Я сказал это и заржал самым неприличным образом, но поперхнулся, увидев глаза Борисыча. Тоска в них была. Тоска и холод.
— А ты про побочный эффект все понял? — поинтересовался Абрамыч, поднеся руку к груди.
— Не дурак. Я это перед тем как помирать соберусь сделаю.
— Так что? Нельзя?
— Ну почему? Сапожник без сапог — это не то, что неправильно, это — противоестественно. Я, например, себе взял. Помирать буду — обязательно воспользуюсь.
Он под нашими молчаливыми взглядами достал коробочку и поставил её на стол. В наступившей тишине стало слышно, как там что-то перекатывается. Не знаю, как другие, но я Абрамычу сразу поверил. И в препарат, и в хомяков…
— Кто
— Таки кто только не обижал бедного еврея… Может быть, в Египет съезжу…
Повисло неловкое молчание. Как тут на такое реагировать?
— Ну ты Абрамыч прям как таджик! — разрядил обстановку Петрович.
— Дай мне одну, — неожиданно попросил Борисыч. — Очень нужно…
Абрамыч придвинул коробочку ближе к себе.
— Вот как соберешься помирать — приходи. Но не раньше…
Все молчали, не зная, что тут правда, что шутка… А Петрович, как оказалось, думал совсем о другом. он чесал в затылке, решая математическую задачу.

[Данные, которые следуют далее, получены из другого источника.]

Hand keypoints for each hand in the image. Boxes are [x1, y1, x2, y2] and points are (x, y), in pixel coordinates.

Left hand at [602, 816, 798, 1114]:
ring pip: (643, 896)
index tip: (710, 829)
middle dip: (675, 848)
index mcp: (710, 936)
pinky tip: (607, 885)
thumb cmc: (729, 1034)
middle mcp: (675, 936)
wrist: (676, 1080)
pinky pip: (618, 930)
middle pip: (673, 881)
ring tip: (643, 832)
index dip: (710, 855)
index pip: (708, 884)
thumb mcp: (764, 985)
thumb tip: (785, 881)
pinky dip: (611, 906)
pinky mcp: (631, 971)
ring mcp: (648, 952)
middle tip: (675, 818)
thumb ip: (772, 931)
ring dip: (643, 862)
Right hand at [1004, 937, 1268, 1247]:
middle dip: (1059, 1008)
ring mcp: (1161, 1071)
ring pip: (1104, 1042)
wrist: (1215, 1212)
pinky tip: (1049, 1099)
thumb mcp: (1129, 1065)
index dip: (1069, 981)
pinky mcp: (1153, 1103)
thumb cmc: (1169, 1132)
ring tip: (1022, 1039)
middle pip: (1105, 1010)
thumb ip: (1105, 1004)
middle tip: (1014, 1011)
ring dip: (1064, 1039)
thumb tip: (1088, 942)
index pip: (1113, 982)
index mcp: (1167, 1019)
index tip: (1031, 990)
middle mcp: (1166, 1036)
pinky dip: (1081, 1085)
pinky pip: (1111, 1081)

— Ну и? Размен одного гада на одного хорошего человека — нерационально.
— Нда… Собрать бы подлецов на конференцию. Так и назвать «Конференция подлецов». Всех поубивать и самому тогда помереть не страшно… Глядя в глаза последнего подлеца!
— Страна обезлюдеет, — флегматично сказал Абрамыч. — Вам только дай волю… Казаки…

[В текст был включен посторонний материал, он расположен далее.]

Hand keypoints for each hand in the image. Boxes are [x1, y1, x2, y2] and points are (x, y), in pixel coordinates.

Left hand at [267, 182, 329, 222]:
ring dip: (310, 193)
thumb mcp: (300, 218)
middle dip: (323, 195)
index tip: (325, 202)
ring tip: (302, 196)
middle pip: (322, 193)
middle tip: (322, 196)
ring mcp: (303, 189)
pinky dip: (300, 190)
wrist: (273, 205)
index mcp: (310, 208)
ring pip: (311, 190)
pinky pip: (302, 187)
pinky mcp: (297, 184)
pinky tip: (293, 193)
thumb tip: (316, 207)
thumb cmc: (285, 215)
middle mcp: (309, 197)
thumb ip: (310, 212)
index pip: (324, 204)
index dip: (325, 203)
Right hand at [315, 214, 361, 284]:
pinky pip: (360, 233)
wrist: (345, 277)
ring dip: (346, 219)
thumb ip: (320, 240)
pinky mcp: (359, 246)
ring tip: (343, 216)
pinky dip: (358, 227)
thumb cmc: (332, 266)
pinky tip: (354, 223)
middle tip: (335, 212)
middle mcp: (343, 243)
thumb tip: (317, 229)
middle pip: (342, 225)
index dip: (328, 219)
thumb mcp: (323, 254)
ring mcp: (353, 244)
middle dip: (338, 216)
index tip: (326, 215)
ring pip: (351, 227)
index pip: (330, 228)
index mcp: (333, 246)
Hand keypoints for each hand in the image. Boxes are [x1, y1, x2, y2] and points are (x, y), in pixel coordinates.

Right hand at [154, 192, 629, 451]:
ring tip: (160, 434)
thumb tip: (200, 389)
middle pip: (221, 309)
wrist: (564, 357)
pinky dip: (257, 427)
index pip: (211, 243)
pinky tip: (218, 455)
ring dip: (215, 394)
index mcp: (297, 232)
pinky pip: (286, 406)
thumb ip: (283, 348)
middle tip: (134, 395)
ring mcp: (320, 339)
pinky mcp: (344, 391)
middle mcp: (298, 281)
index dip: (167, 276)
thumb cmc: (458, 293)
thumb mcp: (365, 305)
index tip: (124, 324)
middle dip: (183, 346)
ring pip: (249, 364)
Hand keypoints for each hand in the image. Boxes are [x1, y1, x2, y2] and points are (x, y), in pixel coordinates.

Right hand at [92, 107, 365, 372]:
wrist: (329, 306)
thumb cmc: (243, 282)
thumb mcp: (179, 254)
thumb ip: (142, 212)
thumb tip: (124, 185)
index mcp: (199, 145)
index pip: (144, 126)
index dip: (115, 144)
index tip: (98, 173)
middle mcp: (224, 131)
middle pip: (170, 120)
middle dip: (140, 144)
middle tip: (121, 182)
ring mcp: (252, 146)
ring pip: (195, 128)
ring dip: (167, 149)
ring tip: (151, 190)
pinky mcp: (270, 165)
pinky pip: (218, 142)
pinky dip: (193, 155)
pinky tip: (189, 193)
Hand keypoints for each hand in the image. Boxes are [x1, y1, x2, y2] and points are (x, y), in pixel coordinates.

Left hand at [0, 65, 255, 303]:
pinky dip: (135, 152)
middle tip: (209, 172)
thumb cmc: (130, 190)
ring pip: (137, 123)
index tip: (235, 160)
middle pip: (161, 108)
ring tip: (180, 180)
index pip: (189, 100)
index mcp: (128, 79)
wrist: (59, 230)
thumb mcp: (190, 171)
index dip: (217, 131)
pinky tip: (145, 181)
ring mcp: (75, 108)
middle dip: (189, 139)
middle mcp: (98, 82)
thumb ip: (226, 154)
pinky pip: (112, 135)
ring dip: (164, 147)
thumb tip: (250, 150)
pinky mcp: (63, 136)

Все замолчали, примеривая на себя тоги мстителей за попранные права народа и пенсионеров.
— А это, наверное, здорово: своими руками творить справедливость! — пробормотал Борисыч. — Уйти из жизни громко хлопнув дверью.
— То есть?
— Прихватив с собой парочку негодяев. У вас, что знакомых подлецов не найдется?
— Найдутся. Куда ж без них?
— Действительно… Это, возможно, и есть вершина… — Задумчиво продолжил Борисыч. — В смысле, когда за отстаивание идеалов, за свою правду, человек отдает самое дорогое…
— А нам, старикам, терять то уже почти и нечего.
— Организуем банду!
— Старики-разбойники уже были.
— Станем старики-террористы.
— Мы не террористы. Мы народ.
— Ну значит группа «Народный суд». Работаем в жанре тяжелого рока…
— Не смешно. Хотя верно. Рок, в смысле судьба, у наших врагов будет тяжелым…
Мои товарищи еще не поняли, что Борисыч говорил это на полном серьезе. Они улыбались, подталкивали друг друга локтями, словно расшалившиеся мальчишки.
— Ты это что всерьёз? — спросил я его. — В рай стремишься? К гуриям? А может быть, ты тайно от нас ислам принял?
— Да нет. Просто считаю правильным уходя из этого мира за собой разное дерьмо прибрать… Получается, я в этом мире погостил и хватит. Что я ему дал, надеюсь ему на пользу пошло. 19 авторских да шесть патентов…
— Это ты молодец.
— Ну, так отчего бы мне и своей смертью этому миру не помочь, если такая возможность существует? Самому уйти и кое-какое дерьмо с собой прихватить. Поработать, так сказать, водой в унитазе.
— Ты так говоришь, словно знаешь, что тебя там за чертой ждет.